Segment Start: Data for review
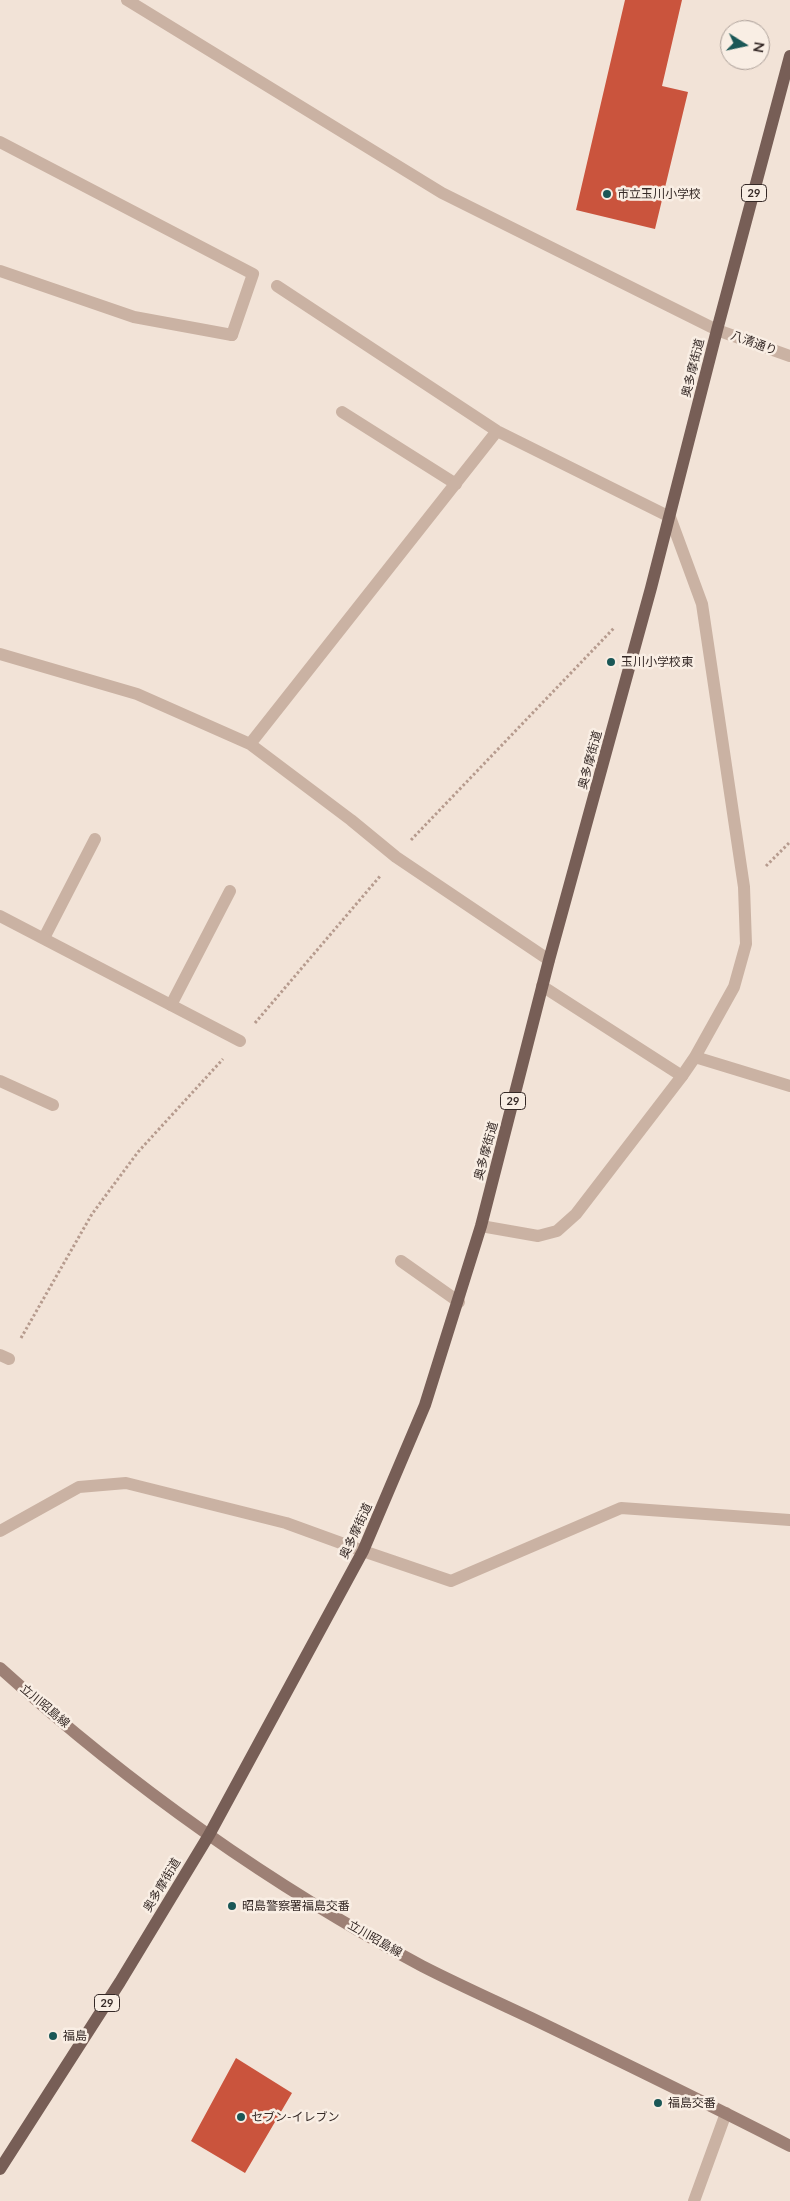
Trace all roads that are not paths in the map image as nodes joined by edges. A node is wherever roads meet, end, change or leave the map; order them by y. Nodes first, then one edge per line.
1 (127, 0) edge
2 (790, 56) edge
3 (0, 142) edge
4 (0, 272) edge
5 (277, 286) dead end
6 (717, 330) junction
7 (790, 356) edge
8 (342, 412) dead end
9 (496, 431) junction
10 (456, 484) junction
11 (670, 517) junction
12 (0, 654) edge
13 (250, 744) junction
14 (95, 839) dead end
15 (230, 891) dead end
16 (0, 916) edge
17 (44, 938) junction
18 (549, 960) junction
19 (542, 986) junction
20 (171, 1005) junction
21 (240, 1041) road end
22 (695, 1057) junction
23 (682, 1076) junction
24 (0, 1081) edge
25 (790, 1086) edge
26 (53, 1105) dead end
27 (480, 1226) junction
28 (401, 1261) dead end
29 (459, 1302) junction
30 (790, 1520) edge
31 (0, 1531) edge
32 (363, 1552) junction
33 (0, 1668) edge
34 (209, 1834) junction
35 (726, 2113) junction
36 (790, 2146) edge
37 (0, 2169) edge
38 (694, 2201) edge

1 - 6 street, 八清通り
2 - 6 main road, 奥多摩街道 / 29
3 - 4 street
5 - 9 street
6 - 7 street, 八清通り
6 - 11 main road, 奥多摩街道 / 29
8 - 10 street
9 - 10 street
9 - 11 street
10 - 13 street
11 - 18 main road, 奥多摩街道 / 29
11 - 22 street
12 - 13 street
13 - 18 street
14 - 17 street
15 - 20 street
16 - 17 street
17 - 20 street
18 - 19 main road, 奥多摩街道 / 29
19 - 23 street
19 - 27 main road, 奥多摩街道 / 29
20 - 21 street
22 - 23 street
22 - 25 street
23 - 27 street
24 - 26 street
27 - 29 main road, 奥多摩街道 / 29
28 - 29 street
29 - 32 main road, 奥多摩街道 / 29
30 - 32 street
31 - 32 street
32 - 34 main road, 奥多摩街道 / 29
33 - 34 main road, 立川昭島線
34 - 35 main road, 立川昭島線
34 - 37 main road, 奥多摩街道 / 29
35 - 36 main road, 立川昭島線
35 - 38 street

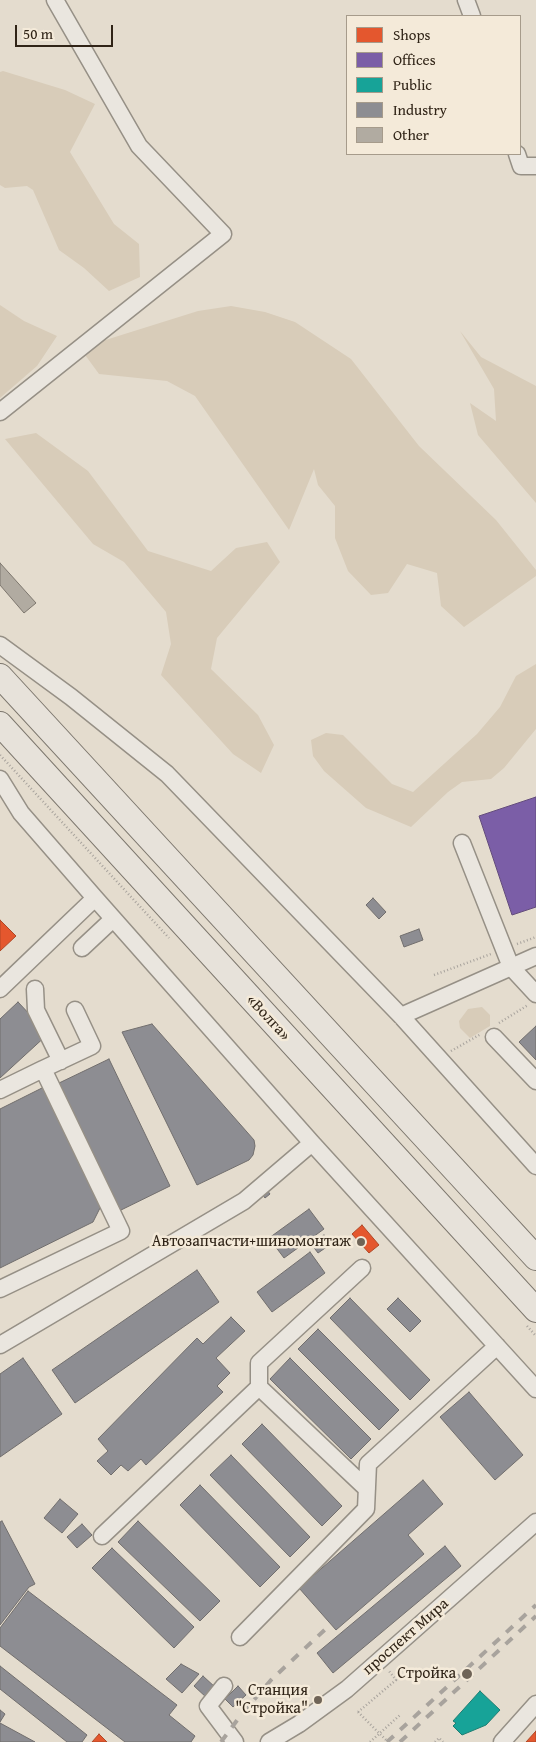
Segment End: Data for review
• [Instructions to follow] Line count for the string "dead": please say how many lines in the entries above contain it, with no other words.

• [Task response] 6